● Exercise: For the material below, count the lines containing "main" and reply with the number alone.

● Listed entries:
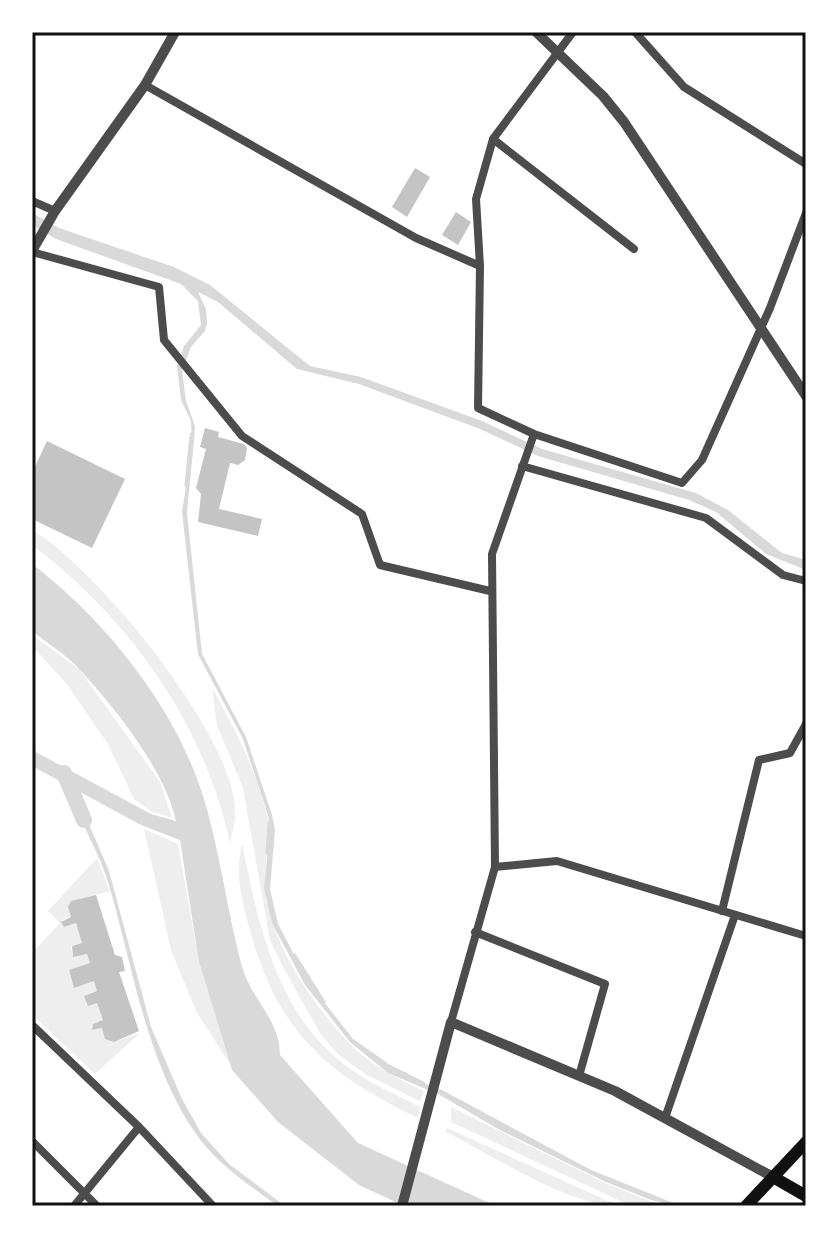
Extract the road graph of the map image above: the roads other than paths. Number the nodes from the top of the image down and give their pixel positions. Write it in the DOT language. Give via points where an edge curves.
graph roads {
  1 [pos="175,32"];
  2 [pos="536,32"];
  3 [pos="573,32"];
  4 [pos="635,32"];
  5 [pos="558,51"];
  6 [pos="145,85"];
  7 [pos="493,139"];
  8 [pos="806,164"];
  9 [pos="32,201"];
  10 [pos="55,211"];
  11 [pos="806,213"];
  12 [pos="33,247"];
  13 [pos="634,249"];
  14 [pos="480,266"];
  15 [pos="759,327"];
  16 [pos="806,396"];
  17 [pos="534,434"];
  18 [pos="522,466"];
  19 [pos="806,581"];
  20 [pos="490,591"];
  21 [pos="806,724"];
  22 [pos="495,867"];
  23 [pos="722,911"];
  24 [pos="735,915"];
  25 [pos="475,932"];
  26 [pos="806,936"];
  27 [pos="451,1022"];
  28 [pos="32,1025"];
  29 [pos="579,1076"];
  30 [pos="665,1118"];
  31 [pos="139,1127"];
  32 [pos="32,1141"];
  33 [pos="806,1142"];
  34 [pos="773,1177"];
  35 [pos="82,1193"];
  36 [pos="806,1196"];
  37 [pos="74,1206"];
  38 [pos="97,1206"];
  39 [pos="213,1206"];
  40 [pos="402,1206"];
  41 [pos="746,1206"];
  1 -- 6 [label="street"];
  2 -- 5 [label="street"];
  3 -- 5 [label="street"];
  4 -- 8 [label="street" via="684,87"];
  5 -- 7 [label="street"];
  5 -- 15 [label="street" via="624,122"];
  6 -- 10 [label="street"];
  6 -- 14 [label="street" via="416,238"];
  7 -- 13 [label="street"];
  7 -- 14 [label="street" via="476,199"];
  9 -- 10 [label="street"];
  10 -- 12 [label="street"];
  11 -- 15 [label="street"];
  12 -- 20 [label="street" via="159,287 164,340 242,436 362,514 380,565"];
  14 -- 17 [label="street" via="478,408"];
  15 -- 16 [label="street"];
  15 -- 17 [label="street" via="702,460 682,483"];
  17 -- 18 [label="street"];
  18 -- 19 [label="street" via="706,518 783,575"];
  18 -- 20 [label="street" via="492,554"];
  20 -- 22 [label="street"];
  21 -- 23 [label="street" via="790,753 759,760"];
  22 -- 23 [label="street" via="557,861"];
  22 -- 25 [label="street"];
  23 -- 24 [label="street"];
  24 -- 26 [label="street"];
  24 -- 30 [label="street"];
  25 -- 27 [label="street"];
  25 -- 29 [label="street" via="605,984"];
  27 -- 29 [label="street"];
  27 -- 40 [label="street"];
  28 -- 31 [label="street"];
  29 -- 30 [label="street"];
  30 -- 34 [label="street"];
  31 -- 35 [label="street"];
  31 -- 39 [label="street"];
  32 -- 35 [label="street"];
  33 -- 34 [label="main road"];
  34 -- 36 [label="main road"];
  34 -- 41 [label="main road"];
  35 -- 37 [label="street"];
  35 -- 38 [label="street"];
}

● Answer area: 3